## What is expected
Show every line of the data that includes the word "dead".

====== Task input

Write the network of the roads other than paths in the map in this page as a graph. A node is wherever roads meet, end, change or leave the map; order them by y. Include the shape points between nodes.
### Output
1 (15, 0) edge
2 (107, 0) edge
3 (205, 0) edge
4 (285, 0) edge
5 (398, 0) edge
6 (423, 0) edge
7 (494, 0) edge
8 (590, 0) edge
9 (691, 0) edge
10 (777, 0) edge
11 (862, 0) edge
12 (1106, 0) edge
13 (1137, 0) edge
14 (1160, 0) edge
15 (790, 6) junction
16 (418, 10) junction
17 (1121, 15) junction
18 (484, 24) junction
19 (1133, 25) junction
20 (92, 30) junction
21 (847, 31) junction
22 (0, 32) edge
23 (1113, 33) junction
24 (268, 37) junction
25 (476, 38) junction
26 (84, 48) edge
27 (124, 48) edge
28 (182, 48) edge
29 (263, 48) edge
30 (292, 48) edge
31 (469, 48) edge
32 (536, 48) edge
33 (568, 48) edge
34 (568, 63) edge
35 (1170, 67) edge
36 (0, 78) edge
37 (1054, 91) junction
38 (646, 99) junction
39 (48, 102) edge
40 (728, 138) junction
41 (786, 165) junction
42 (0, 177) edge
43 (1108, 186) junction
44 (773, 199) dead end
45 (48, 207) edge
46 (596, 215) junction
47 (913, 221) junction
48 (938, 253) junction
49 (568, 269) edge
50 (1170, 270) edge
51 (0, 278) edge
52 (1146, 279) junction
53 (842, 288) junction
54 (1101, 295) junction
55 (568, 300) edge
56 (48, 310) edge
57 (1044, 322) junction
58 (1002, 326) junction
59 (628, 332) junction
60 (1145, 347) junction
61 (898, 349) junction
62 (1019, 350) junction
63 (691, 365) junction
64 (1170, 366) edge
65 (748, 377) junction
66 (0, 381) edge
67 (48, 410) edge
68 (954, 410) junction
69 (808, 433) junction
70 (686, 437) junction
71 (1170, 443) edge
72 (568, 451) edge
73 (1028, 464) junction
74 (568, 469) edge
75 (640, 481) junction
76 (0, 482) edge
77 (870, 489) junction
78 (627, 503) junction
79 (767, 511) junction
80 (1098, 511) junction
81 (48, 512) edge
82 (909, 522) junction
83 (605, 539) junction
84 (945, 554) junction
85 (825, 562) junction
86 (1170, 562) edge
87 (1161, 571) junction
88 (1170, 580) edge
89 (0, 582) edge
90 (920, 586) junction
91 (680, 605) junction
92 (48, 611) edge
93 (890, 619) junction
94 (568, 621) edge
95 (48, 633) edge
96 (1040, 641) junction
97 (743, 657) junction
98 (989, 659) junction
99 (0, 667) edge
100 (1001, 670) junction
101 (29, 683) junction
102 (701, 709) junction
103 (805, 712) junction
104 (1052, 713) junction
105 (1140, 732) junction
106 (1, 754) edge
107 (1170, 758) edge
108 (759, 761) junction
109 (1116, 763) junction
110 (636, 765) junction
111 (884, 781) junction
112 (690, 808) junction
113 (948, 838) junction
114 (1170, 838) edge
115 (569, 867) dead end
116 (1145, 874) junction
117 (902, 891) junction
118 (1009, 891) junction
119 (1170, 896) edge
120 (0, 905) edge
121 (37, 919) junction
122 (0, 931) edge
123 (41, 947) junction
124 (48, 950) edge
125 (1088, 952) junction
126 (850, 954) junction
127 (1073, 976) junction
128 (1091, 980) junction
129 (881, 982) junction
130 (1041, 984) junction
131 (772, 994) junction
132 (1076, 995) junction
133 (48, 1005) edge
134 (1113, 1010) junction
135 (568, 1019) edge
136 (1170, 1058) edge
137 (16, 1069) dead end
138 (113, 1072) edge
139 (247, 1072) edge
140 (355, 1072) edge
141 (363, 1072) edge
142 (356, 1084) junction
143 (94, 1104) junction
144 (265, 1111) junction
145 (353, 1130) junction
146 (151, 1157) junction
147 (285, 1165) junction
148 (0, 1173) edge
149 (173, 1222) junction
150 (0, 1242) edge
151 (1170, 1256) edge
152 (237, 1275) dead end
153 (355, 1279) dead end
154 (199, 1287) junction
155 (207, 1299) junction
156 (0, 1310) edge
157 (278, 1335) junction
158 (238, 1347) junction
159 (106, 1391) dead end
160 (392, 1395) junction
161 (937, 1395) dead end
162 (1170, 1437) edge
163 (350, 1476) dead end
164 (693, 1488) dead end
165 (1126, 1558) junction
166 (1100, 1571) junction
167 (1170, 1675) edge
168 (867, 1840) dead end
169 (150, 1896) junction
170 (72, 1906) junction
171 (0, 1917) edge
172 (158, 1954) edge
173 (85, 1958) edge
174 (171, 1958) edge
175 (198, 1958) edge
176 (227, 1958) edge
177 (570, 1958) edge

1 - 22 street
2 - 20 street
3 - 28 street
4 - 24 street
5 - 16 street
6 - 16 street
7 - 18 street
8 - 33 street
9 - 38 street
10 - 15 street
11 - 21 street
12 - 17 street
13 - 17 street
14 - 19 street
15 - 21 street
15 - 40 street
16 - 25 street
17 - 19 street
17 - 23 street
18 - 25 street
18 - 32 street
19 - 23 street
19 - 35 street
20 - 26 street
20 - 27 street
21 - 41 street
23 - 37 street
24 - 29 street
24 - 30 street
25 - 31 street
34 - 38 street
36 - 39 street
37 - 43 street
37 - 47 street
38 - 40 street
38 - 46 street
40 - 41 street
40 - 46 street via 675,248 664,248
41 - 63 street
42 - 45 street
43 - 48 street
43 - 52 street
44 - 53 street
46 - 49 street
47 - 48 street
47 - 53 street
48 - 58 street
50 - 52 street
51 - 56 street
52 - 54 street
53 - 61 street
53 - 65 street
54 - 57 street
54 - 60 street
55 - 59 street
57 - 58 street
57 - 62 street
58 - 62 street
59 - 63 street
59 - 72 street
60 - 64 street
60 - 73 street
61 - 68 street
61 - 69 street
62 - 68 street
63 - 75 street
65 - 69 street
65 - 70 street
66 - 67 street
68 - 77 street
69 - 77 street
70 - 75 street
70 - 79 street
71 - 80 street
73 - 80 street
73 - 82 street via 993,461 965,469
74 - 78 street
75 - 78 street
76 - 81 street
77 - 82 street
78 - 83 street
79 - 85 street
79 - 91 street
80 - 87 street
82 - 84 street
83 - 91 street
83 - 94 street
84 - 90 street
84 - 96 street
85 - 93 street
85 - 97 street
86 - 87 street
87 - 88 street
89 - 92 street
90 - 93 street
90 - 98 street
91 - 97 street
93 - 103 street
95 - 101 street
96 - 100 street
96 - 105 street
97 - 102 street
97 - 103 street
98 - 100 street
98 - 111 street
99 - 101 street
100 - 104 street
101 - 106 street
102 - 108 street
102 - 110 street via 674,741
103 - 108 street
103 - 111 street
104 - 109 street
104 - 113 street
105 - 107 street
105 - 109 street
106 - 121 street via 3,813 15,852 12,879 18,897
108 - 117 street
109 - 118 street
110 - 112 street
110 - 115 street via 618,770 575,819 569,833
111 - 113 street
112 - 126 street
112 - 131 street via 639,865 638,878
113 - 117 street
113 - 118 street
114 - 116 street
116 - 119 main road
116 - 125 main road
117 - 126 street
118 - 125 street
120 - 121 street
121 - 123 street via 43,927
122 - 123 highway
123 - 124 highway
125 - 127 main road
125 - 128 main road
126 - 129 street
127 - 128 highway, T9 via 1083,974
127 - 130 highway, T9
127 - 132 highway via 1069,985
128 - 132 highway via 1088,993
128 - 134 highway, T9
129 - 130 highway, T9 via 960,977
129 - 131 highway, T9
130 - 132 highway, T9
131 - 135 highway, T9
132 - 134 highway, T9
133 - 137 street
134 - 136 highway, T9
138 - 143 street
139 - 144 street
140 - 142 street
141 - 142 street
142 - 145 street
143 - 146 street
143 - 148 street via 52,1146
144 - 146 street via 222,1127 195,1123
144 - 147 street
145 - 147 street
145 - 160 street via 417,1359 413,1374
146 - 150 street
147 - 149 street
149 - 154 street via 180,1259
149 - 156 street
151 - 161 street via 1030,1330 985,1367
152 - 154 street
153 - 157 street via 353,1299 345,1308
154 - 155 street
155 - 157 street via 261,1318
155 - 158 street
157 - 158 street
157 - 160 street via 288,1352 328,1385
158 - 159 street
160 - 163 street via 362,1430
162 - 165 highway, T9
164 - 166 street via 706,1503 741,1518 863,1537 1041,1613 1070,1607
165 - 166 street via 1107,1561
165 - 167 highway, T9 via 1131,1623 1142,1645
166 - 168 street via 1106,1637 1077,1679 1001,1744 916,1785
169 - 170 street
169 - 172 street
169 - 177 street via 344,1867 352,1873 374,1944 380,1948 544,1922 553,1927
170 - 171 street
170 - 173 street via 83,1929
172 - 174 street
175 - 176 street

============

## Written answer
44 (773, 199) dead end
115 (569, 867) dead end
137 (16, 1069) dead end
152 (237, 1275) dead end
153 (355, 1279) dead end
159 (106, 1391) dead end
161 (937, 1395) dead end
163 (350, 1476) dead end
164 (693, 1488) dead end
168 (867, 1840) dead end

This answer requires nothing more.